*Provided information*.

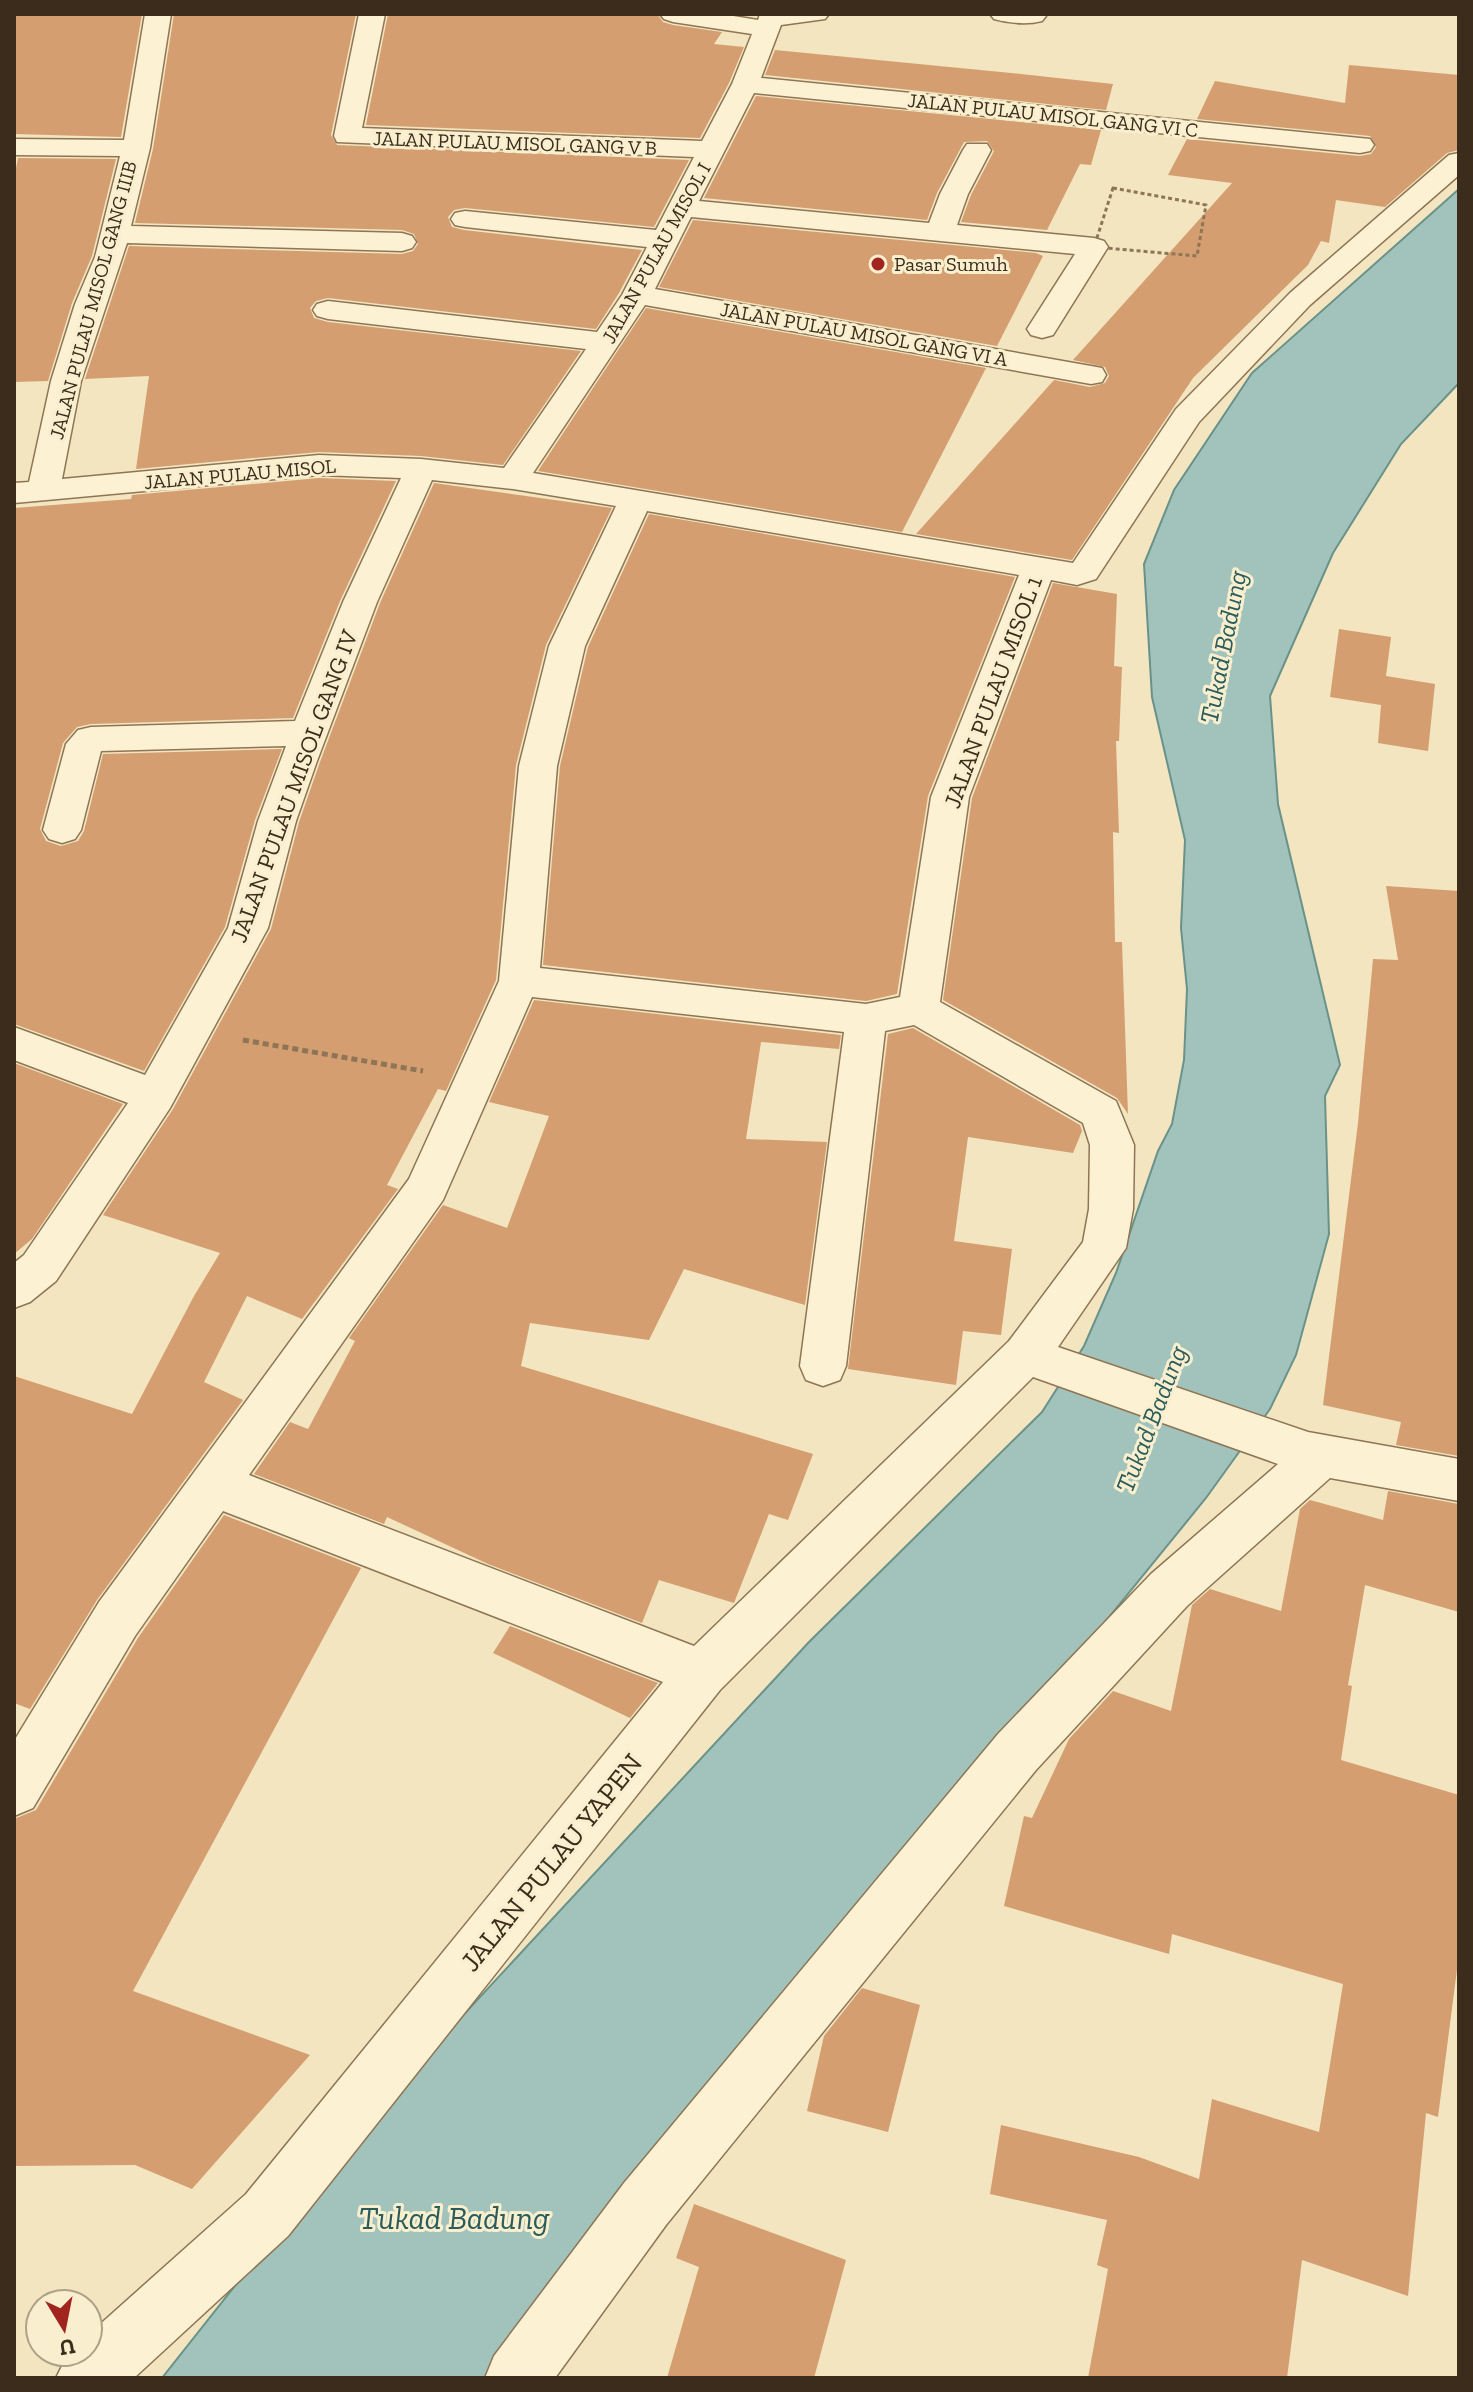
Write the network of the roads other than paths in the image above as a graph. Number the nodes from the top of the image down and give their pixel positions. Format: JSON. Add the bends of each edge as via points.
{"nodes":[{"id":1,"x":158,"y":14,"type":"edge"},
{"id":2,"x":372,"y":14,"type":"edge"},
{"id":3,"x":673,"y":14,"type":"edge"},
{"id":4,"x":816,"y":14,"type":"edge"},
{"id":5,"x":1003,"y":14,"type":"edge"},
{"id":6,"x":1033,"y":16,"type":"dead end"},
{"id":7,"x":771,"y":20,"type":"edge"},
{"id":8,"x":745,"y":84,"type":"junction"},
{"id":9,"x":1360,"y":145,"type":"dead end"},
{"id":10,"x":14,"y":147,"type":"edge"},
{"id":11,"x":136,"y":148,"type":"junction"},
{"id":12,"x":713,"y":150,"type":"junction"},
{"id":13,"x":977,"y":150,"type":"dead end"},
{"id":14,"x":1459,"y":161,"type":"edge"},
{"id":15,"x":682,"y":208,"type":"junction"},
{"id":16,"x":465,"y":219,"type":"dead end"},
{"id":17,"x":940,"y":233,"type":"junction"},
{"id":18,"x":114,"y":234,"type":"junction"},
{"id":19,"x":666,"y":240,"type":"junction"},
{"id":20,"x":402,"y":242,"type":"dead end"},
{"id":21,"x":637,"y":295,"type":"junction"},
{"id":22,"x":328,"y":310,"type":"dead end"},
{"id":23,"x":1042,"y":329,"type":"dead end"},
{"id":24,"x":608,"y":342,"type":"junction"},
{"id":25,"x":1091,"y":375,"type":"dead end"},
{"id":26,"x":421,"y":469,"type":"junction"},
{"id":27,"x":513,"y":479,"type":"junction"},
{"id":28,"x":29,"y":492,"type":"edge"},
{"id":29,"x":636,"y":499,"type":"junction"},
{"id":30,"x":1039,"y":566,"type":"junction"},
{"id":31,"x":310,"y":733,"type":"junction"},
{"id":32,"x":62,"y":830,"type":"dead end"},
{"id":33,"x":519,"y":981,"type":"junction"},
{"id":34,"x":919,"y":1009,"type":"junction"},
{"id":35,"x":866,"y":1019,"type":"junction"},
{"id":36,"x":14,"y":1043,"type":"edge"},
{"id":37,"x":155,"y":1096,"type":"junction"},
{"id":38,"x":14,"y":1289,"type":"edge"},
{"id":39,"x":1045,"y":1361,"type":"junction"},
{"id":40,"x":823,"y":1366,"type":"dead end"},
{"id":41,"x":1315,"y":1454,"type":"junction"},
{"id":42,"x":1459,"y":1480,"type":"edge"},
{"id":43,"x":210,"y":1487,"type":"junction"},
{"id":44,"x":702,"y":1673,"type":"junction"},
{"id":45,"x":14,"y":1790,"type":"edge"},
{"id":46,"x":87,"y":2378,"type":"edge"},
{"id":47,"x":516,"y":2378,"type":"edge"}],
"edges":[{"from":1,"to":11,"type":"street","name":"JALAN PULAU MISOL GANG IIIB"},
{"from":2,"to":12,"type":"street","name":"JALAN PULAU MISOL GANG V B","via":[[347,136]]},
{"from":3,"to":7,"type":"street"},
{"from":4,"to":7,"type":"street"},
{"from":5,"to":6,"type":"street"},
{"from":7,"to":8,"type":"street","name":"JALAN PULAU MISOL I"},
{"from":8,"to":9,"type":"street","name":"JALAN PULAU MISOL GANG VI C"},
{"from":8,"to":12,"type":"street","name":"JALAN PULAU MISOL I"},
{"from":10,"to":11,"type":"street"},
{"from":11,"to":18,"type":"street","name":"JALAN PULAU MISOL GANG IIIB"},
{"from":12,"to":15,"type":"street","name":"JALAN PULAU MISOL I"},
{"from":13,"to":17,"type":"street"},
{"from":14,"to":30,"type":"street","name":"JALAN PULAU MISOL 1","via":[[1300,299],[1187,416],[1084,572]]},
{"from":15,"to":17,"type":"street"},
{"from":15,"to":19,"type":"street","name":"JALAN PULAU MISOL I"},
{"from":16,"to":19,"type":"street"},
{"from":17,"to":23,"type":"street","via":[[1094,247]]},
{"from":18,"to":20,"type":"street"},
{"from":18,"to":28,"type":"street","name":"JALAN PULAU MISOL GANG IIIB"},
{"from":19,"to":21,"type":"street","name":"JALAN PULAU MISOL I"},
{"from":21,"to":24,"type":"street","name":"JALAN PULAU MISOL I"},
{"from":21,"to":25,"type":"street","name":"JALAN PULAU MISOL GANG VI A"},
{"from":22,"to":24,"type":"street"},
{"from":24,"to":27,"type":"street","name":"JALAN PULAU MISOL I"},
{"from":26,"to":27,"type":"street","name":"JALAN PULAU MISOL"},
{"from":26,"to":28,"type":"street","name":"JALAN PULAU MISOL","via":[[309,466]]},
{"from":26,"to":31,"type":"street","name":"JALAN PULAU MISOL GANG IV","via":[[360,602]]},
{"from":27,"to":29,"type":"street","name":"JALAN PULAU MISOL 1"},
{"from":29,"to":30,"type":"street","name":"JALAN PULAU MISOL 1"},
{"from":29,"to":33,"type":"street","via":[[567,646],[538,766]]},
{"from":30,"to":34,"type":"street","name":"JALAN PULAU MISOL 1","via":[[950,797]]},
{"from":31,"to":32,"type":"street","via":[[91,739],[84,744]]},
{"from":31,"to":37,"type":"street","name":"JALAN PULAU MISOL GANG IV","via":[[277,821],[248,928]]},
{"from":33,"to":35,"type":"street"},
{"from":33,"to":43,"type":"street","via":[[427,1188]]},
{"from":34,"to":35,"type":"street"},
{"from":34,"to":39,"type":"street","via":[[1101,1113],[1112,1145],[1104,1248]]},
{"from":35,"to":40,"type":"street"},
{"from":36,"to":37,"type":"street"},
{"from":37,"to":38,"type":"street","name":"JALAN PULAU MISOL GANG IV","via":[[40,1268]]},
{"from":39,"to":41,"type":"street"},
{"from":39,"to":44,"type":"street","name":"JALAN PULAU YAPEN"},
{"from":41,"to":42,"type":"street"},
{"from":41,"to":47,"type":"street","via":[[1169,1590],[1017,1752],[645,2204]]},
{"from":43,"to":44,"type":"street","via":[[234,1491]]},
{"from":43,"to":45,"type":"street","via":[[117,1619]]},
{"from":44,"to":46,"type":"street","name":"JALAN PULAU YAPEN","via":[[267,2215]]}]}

*Exercise*. What you hand back should match the entries above exactly, except that no picture appears.

*Exercise output*.
Write the network of the roads other than paths in the image above as a graph. Number the nodes from the top of the image down and give their pixel positions. Format: JSON. Add the bends of each edge as via points.
{"nodes":[{"id":1,"x":158,"y":14,"type":"edge"},
{"id":2,"x":372,"y":14,"type":"edge"},
{"id":3,"x":673,"y":14,"type":"edge"},
{"id":4,"x":816,"y":14,"type":"edge"},
{"id":5,"x":1003,"y":14,"type":"edge"},
{"id":6,"x":1033,"y":16,"type":"dead end"},
{"id":7,"x":771,"y":20,"type":"edge"},
{"id":8,"x":745,"y":84,"type":"junction"},
{"id":9,"x":1360,"y":145,"type":"dead end"},
{"id":10,"x":14,"y":147,"type":"edge"},
{"id":11,"x":136,"y":148,"type":"junction"},
{"id":12,"x":713,"y":150,"type":"junction"},
{"id":13,"x":977,"y":150,"type":"dead end"},
{"id":14,"x":1459,"y":161,"type":"edge"},
{"id":15,"x":682,"y":208,"type":"junction"},
{"id":16,"x":465,"y":219,"type":"dead end"},
{"id":17,"x":940,"y":233,"type":"junction"},
{"id":18,"x":114,"y":234,"type":"junction"},
{"id":19,"x":666,"y":240,"type":"junction"},
{"id":20,"x":402,"y":242,"type":"dead end"},
{"id":21,"x":637,"y":295,"type":"junction"},
{"id":22,"x":328,"y":310,"type":"dead end"},
{"id":23,"x":1042,"y":329,"type":"dead end"},
{"id":24,"x":608,"y":342,"type":"junction"},
{"id":25,"x":1091,"y":375,"type":"dead end"},
{"id":26,"x":421,"y":469,"type":"junction"},
{"id":27,"x":513,"y":479,"type":"junction"},
{"id":28,"x":29,"y":492,"type":"edge"},
{"id":29,"x":636,"y":499,"type":"junction"},
{"id":30,"x":1039,"y":566,"type":"junction"},
{"id":31,"x":310,"y":733,"type":"junction"},
{"id":32,"x":62,"y":830,"type":"dead end"},
{"id":33,"x":519,"y":981,"type":"junction"},
{"id":34,"x":919,"y":1009,"type":"junction"},
{"id":35,"x":866,"y":1019,"type":"junction"},
{"id":36,"x":14,"y":1043,"type":"edge"},
{"id":37,"x":155,"y":1096,"type":"junction"},
{"id":38,"x":14,"y":1289,"type":"edge"},
{"id":39,"x":1045,"y":1361,"type":"junction"},
{"id":40,"x":823,"y":1366,"type":"dead end"},
{"id":41,"x":1315,"y":1454,"type":"junction"},
{"id":42,"x":1459,"y":1480,"type":"edge"},
{"id":43,"x":210,"y":1487,"type":"junction"},
{"id":44,"x":702,"y":1673,"type":"junction"},
{"id":45,"x":14,"y":1790,"type":"edge"},
{"id":46,"x":87,"y":2378,"type":"edge"},
{"id":47,"x":516,"y":2378,"type":"edge"}],
"edges":[{"from":1,"to":11,"type":"street","name":"JALAN PULAU MISOL GANG IIIB"},
{"from":2,"to":12,"type":"street","name":"JALAN PULAU MISOL GANG V B","via":[[347,136]]},
{"from":3,"to":7,"type":"street"},
{"from":4,"to":7,"type":"street"},
{"from":5,"to":6,"type":"street"},
{"from":7,"to":8,"type":"street","name":"JALAN PULAU MISOL I"},
{"from":8,"to":9,"type":"street","name":"JALAN PULAU MISOL GANG VI C"},
{"from":8,"to":12,"type":"street","name":"JALAN PULAU MISOL I"},
{"from":10,"to":11,"type":"street"},
{"from":11,"to":18,"type":"street","name":"JALAN PULAU MISOL GANG IIIB"},
{"from":12,"to":15,"type":"street","name":"JALAN PULAU MISOL I"},
{"from":13,"to":17,"type":"street"},
{"from":14,"to":30,"type":"street","name":"JALAN PULAU MISOL 1","via":[[1300,299],[1187,416],[1084,572]]},
{"from":15,"to":17,"type":"street"},
{"from":15,"to":19,"type":"street","name":"JALAN PULAU MISOL I"},
{"from":16,"to":19,"type":"street"},
{"from":17,"to":23,"type":"street","via":[[1094,247]]},
{"from":18,"to":20,"type":"street"},
{"from":18,"to":28,"type":"street","name":"JALAN PULAU MISOL GANG IIIB"},
{"from":19,"to":21,"type":"street","name":"JALAN PULAU MISOL I"},
{"from":21,"to":24,"type":"street","name":"JALAN PULAU MISOL I"},
{"from":21,"to":25,"type":"street","name":"JALAN PULAU MISOL GANG VI A"},
{"from":22,"to":24,"type":"street"},
{"from":24,"to":27,"type":"street","name":"JALAN PULAU MISOL I"},
{"from":26,"to":27,"type":"street","name":"JALAN PULAU MISOL"},
{"from":26,"to":28,"type":"street","name":"JALAN PULAU MISOL","via":[[309,466]]},
{"from":26,"to":31,"type":"street","name":"JALAN PULAU MISOL GANG IV","via":[[360,602]]},
{"from":27,"to":29,"type":"street","name":"JALAN PULAU MISOL 1"},
{"from":29,"to":30,"type":"street","name":"JALAN PULAU MISOL 1"},
{"from":29,"to":33,"type":"street","via":[[567,646],[538,766]]},
{"from":30,"to":34,"type":"street","name":"JALAN PULAU MISOL 1","via":[[950,797]]},
{"from":31,"to":32,"type":"street","via":[[91,739],[84,744]]},
{"from":31,"to":37,"type":"street","name":"JALAN PULAU MISOL GANG IV","via":[[277,821],[248,928]]},
{"from":33,"to":35,"type":"street"},
{"from":33,"to":43,"type":"street","via":[[427,1188]]},
{"from":34,"to":35,"type":"street"},
{"from":34,"to":39,"type":"street","via":[[1101,1113],[1112,1145],[1104,1248]]},
{"from":35,"to":40,"type":"street"},
{"from":36,"to":37,"type":"street"},
{"from":37,"to":38,"type":"street","name":"JALAN PULAU MISOL GANG IV","via":[[40,1268]]},
{"from":39,"to":41,"type":"street"},
{"from":39,"to":44,"type":"street","name":"JALAN PULAU YAPEN"},
{"from":41,"to":42,"type":"street"},
{"from":41,"to":47,"type":"street","via":[[1169,1590],[1017,1752],[645,2204]]},
{"from":43,"to":44,"type":"street","via":[[234,1491]]},
{"from":43,"to":45,"type":"street","via":[[117,1619]]},
{"from":44,"to":46,"type":"street","name":"JALAN PULAU YAPEN","via":[[267,2215]]}]}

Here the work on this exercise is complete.